As the slowdown in dealmaking continues, both buyers and sellers are left to consider their options moving forward during this period of extreme uncertainty and market volatility. To put the current slowdown in perspective, EY had previously forecasted M&A activity to rise by 10% this year.[1] However, they recently adjusted that outlook, saying the M&A market entered a “watchful phase” in February of this year. Their data shows a downturn in the number and total value of deals of more than $100 million. The volume of those deals dropped by 5.9 percent YoY and 19.5 percent from just January of this year, and combined deal value also fell 53 percent YoY and 34 percent from January.
Whenever we see this kind of significant pause in dealmaking, buyers typically have the advantage, but not always. There are certain dynamics that can vary based on industry, the nature of the assets, and, of course, macroeconomic factors. Below, we look at the balance of power between buyers and sellers during a slowdown and how each side can best position themselves for success when conditions improve.
Who Has the Upper Hand?
Most of the time, the buyer is going to have the upper hand in this kind of situation. When there are fewer people willing to buy, those who are can often negotiate much more favorable terms. Buyers can also be highly selective, taking their time to conduct thorough due diligence on their targets and consider all options available. When the economy is in turmoil, it can also present an opportunity for buyers to target distressed or capital-constrained businesses.
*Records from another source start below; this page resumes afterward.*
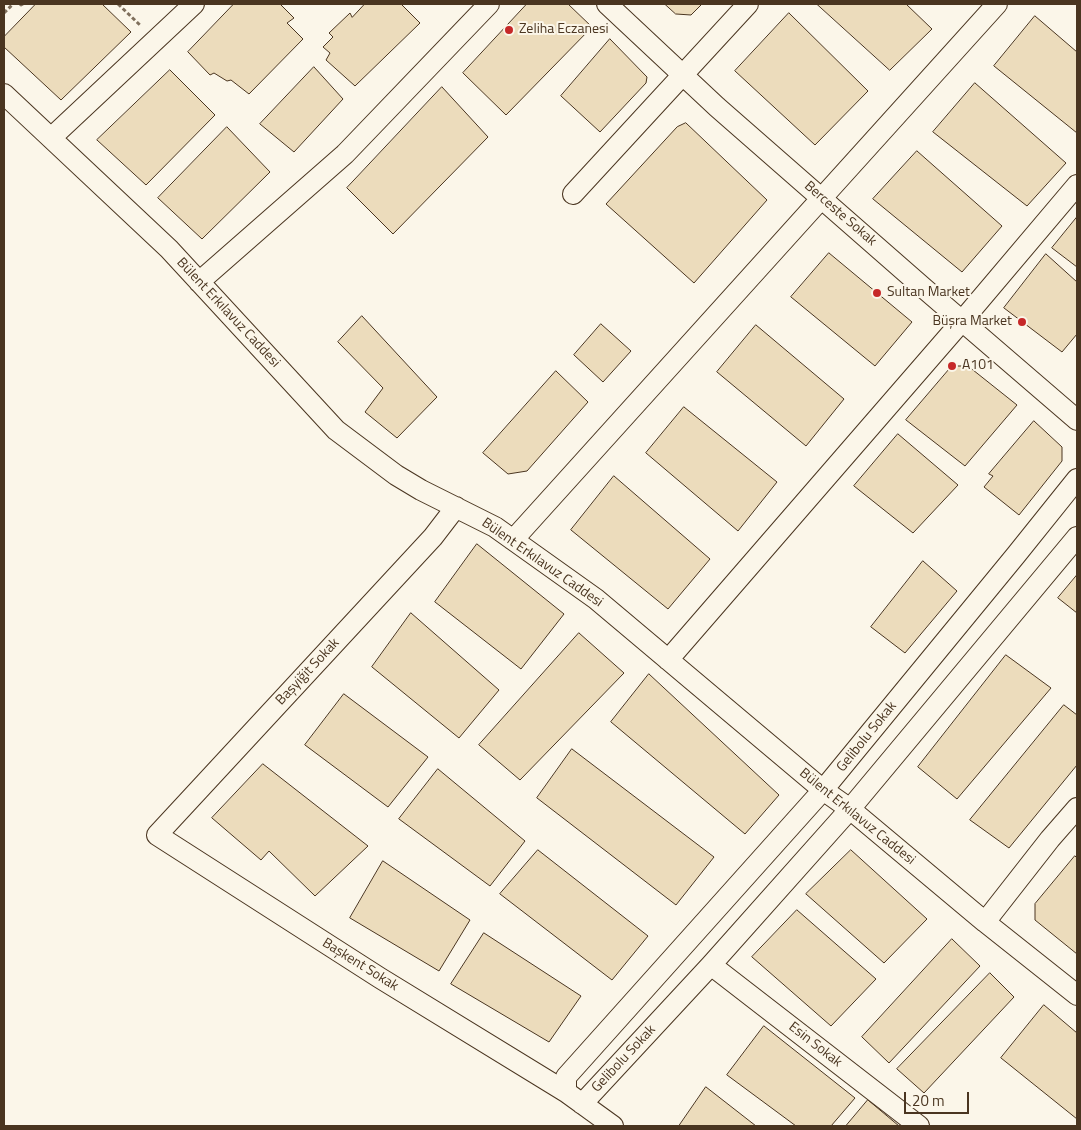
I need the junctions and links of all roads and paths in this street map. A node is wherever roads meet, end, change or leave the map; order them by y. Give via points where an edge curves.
1 (13, 4) edge
2 (118, 4) edge
3 (194, 4) edge
4 (489, 4) edge
5 (607, 4) edge
6 (748, 4) edge
7 (997, 4) edge
8 (4, 13) edge
9 (145, 30) dead end
10 (683, 75) junction
11 (4, 94) edge
12 (51, 138) junction
13 (1077, 185) edge
14 (573, 194) dead end
15 (822, 199) junction
16 (199, 282) junction
17 (962, 321) junction
18 (1077, 420) edge
19 (1077, 479) edge
20 (456, 507) junction
21 (1077, 537) edge
22 (513, 540) junction
23 (668, 660) junction
24 (823, 790) junction
25 (1077, 808) edge
26 (850, 809) junction
27 (157, 835) joint
28 (986, 922) junction
29 (711, 965) junction
30 (1077, 995) edge
31 (566, 1084) junction
32 (582, 1104) junction
33 (613, 1126) edge
34 (919, 1126) edge

1 - 8 path
2 - 9 path
3 - 12 street
4 - 16 street via 345,154
5 - 10 street, Berceste Sokak
6 - 10 street
7 - 15 street
10 - 14 street
10 - 15 street, Berceste Sokak
11 - 12 street, Bülent Erkılavuz Caddesi
12 - 16 street, Bülent Erkılavuz Caddesi via 169,249
13 - 17 street
15 - 17 street, Berceste Sokak
15 - 22 street
16 - 20 street, Bülent Erkılavuz Caddesi via 336,430 396,475
17 - 18 street, Berceste Sokak
17 - 23 street
19 - 24 street, Gelibolu Sokak
20 - 22 street, Bülent Erkılavuz Caddesi
20 - 27 street, Başyiğit Sokak via 433,537
21 - 26 street, Gelibolu Sokak
22 - 23 street, Bülent Erkılavuz Caddesi via 596,599
23 - 24 street, Bülent Erkılavuz Caddesi
24 - 26 street, Bülent Erkılavuz Caddesi
24 - 31 street, Gelibolu Sokak
25 - 28 street
26 - 28 street, Bülent Erkılavuz Caddesi
26 - 29 street, Gelibolu Sokak
27 - 31 street, Başkent Sokak via 380,978
28 - 30 street, Bülent Erkılavuz Caddesi
29 - 32 street, Gelibolu Sokak
29 - 34 street, Esin Sokak
31 - 32 street, Başkent Sokak
32 - 33 street, Başkent Sokak

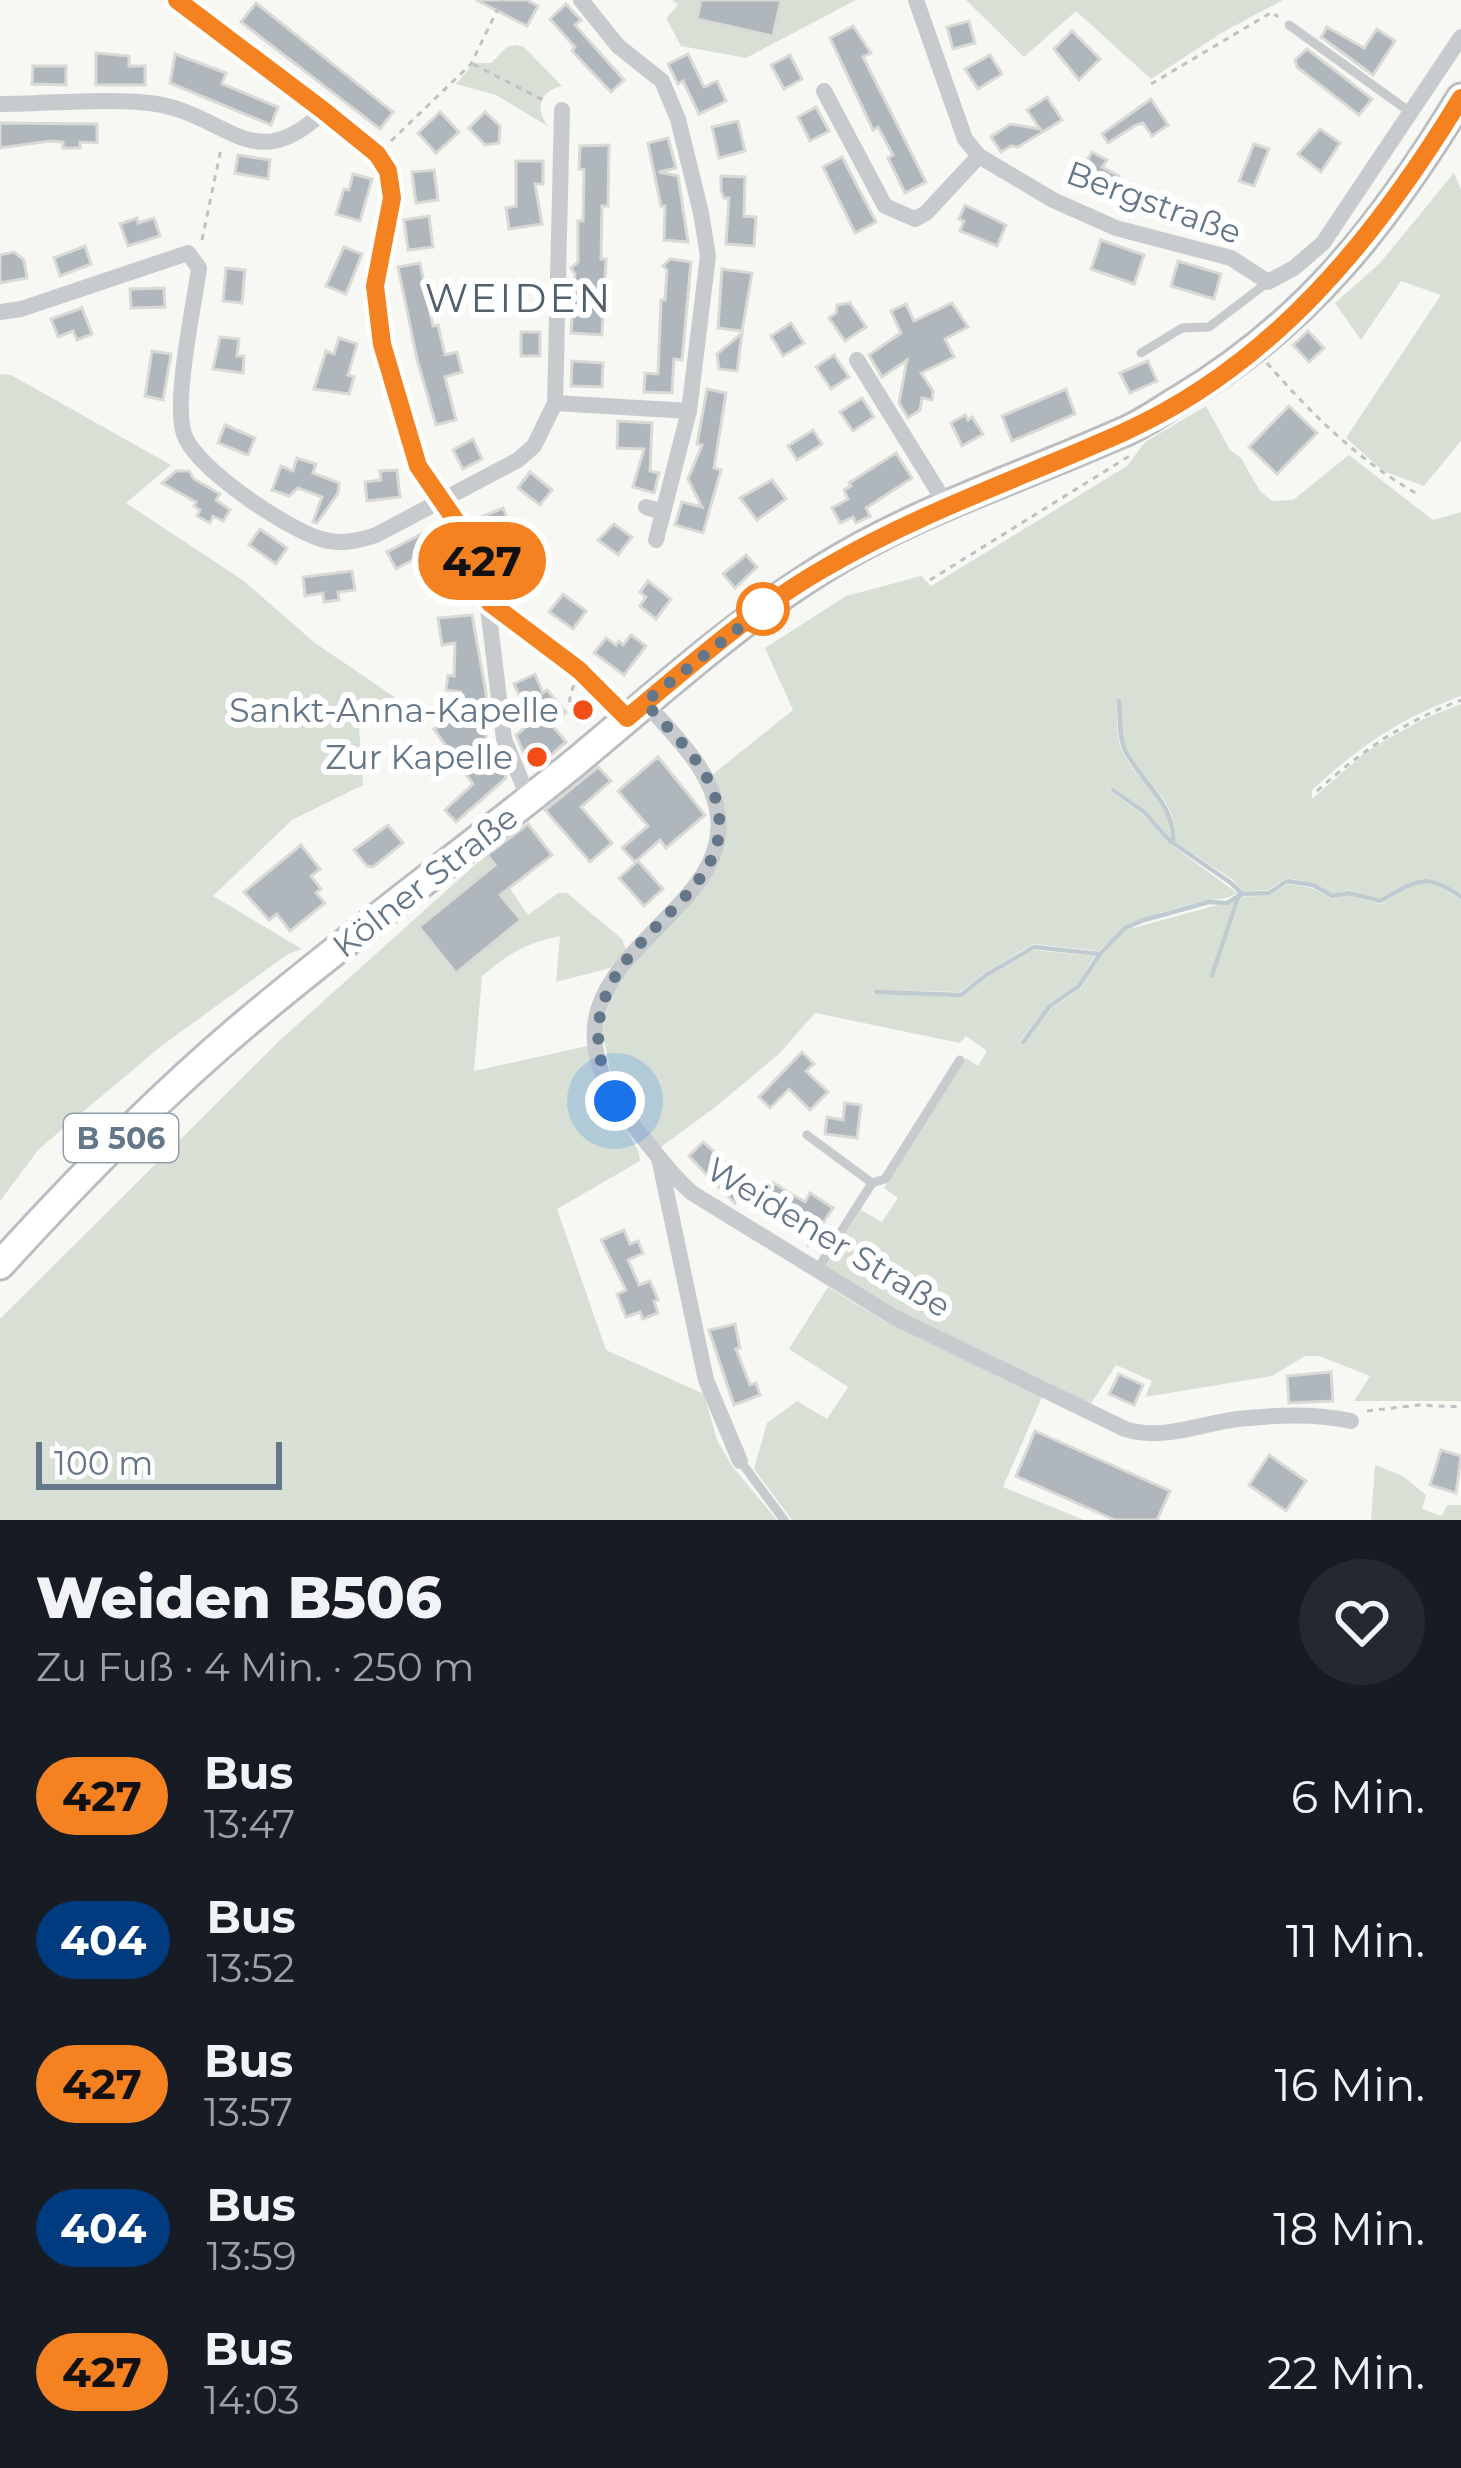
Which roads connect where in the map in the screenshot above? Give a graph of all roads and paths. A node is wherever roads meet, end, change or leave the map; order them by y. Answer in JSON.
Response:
{"nodes":[{"id":1,"x":177,"y":0,"type":"edge"},
{"id":2,"x":502,"y":0,"type":"edge"},
{"id":3,"x":581,"y":0,"type":"edge"},
{"id":4,"x":916,"y":0,"type":"edge"},
{"id":5,"x":1289,"y":25,"type":"joint"},
{"id":6,"x":1461,"y":37,"type":"edge"},
{"id":7,"x":472,"y":64,"type":"junction"},
{"id":8,"x":1151,"y":84,"type":"dead end"},
{"id":9,"x":824,"y":91,"type":"dead end"},
{"id":10,"x":1461,"y":98,"type":"edge"},
{"id":11,"x":0,"y":104,"type":"edge"},
{"id":12,"x":562,"y":110,"type":"joint"},
{"id":13,"x":324,"y":111,"type":"junction"},
{"id":14,"x":1410,"y":112,"type":"junction"},
{"id":15,"x":225,"y":130,"type":"junction"},
{"id":16,"x":377,"y":154,"type":"junction"},
{"id":17,"x":979,"y":156,"type":"junction"},
{"id":18,"x":196,"y":259,"type":"junction"},
{"id":19,"x":1268,"y":282,"type":"junction"},
{"id":20,"x":0,"y":312,"type":"edge"},
{"id":21,"x":1255,"y":349,"type":"junction"},
{"id":22,"x":1142,"y":353,"type":"dead end"},
{"id":23,"x":856,"y":360,"type":"dead end"},
{"id":24,"x":556,"y":403,"type":"junction"},
{"id":25,"x":689,"y":412,"type":"junction"},
{"id":26,"x":1126,"y":431,"type":"junction"},
{"id":27,"x":1419,"y":495,"type":"dead end"},
{"id":28,"x":444,"y":500,"type":"junction"},
{"id":29,"x":946,"y":504,"type":"junction"},
{"id":30,"x":656,"y":539,"type":"dead end"},
{"id":31,"x":930,"y":580,"type":"dead end"},
{"id":32,"x":490,"y":603,"type":"junction"},
{"id":33,"x":568,"y":694,"type":"dead end"},
{"id":34,"x":1461,"y":700,"type":"edge"},
{"id":35,"x":636,"y":710,"type":"junction"},
{"id":36,"x":570,"y":712,"type":"dead end"},
{"id":37,"x":1317,"y":791,"type":"dead end"},
{"id":38,"x":532,"y":795,"type":"junction"},
{"id":39,"x":960,"y":1060,"type":"dead end"},
{"id":40,"x":807,"y":1135,"type":"dead end"},
{"id":41,"x":659,"y":1157,"type":"junction"},
{"id":42,"x":872,"y":1184,"type":"junction"},
{"id":43,"x":0,"y":1265,"type":"edge"},
{"id":44,"x":818,"y":1270,"type":"junction"},
{"id":45,"x":1461,"y":1407,"type":"edge"},
{"id":46,"x":1351,"y":1420,"type":"joint"},
{"id":47,"x":740,"y":1461,"type":"joint"},
{"id":48,"x":784,"y":1520,"type":"edge"}],
"edges":[{"from":1,"to":13,"type":"street"},
{"from":2,"to":7,"type":"path"},
{"from":3,"to":25,"type":"street"},
{"from":4,"to":17,"type":"street"},
{"from":5,"to":8,"type":"path"},
{"from":5,"to":14,"type":"lane"},
{"from":6,"to":14,"type":"street","name":"Bergstraße"},
{"from":7,"to":12,"type":"path"},
{"from":7,"to":16,"type":"path"},
{"from":9,"to":17,"type":"street"},
{"from":10,"to":21,"type":"main road","name":"Kölner Straße","number":"B 506"},
{"from":11,"to":15,"type":"street"},
{"from":12,"to":24,"type":"street"},
{"from":13,"to":15,"type":"street"},
{"from":13,"to":16,"type":"street"},
{"from":14,"to":19,"type":"street","name":"Bergstraße"},
{"from":15,"to":18,"type":"path"},
{"from":16,"to":28,"type":"street"},
{"from":17,"to":19,"type":"street","name":"Bergstraße"},
{"from":18,"to":20,"type":"street"},
{"from":18,"to":28,"type":"street"},
{"from":19,"to":22,"type":"lane","name":"Bergstraße"},
{"from":21,"to":26,"type":"main road","name":"Kölner Straße","number":"B 506"},
{"from":21,"to":27,"type":"path"},
{"from":23,"to":29,"type":"street"},
{"from":24,"to":25,"type":"street"},
{"from":24,"to":28,"type":"street"},
{"from":25,"to":30,"type":"street"},
{"from":26,"to":29,"type":"main road","name":"Kölner Straße","number":"B 506"},
{"from":26,"to":31,"type":"path"},
{"from":28,"to":32,"type":"street"},
{"from":29,"to":35,"type":"main road","name":"Kölner Straße","number":"B 506"},
{"from":32,"to":35,"type":"street","name":"Weidener Straße"},
{"from":32,"to":38,"type":"street"},
{"from":33,"to":36,"type":"path"},
{"from":34,"to":37,"type":"path"},
{"from":35,"to":38,"type":"main road","name":"Kölner Straße","number":"B 506"},
{"from":35,"to":41,"type":"street","name":"Weidener Straße"},
{"from":38,"to":43,"type":"main road","name":"Kölner Straße","number":"B 506"},
{"from":39,"to":42,"type":"lane"},
{"from":40,"to":42,"type":"lane"},
{"from":41,"to":44,"type":"street","name":"Weidener Straße"},
{"from":41,"to":47,"type":"street"},
{"from":42,"to":44,"type":"lane"},
{"from":44,"to":46,"type":"street","name":"Weidener Straße"},
{"from":45,"to":46,"type":"path"},
{"from":47,"to":48,"type":"lane"}]}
While sellers are not usually in the driver’s seat when dealmaking is lagging, there are some opportunities for them to still have leverage. This is particularly true if they have an especially unique proposition or a high-performing and proven concept. There are also some areas that tend to be recession-proof or continue to grow despite contributing economic factors. Those startups who might have the best leverage are those who are not under pressure to sell as they can either wait until deal activity picks back up or negotiate more aggressively for more favorable terms.
What Can Sellers Do Now?
When it’s slow out there, sellers should make sure their fundamentals are solid. Focusing on cash flow and operational efficiencies can help to demonstrate a strong foundation to potential buyers, as well as looking at growth strategies that can move the business forward. It is also important for sellers to look at ways they can extend their runway. When mergers and acquisitions slow down, VC funding often follows suit. This means it is critical that startups ensure they have ample capital reserves to wait out the dealmaking doldrums until more favorable market conditions emerge.
Most importantly, sellers must remain consistently deal ready. The global economic and geopolitical factors that are contributing to this downturn are shifting rapidly, and that means that there could be an uptick in deal activity at any time as trade deals are struck, the markets stabilize, or conflicts and tensions are eased. While this will not happen overnight, founders should be ready to make a move when the timing and the buyer are right. Buyers will no doubt be using this time to do their diligence, so they are ready to move fast when conditions improve and look at the kinds of strategic investments that best fit their long-term goals. Founders would be wise to establish the kinds of connections today that will allow them to execute their exit plans once deals start flowing again.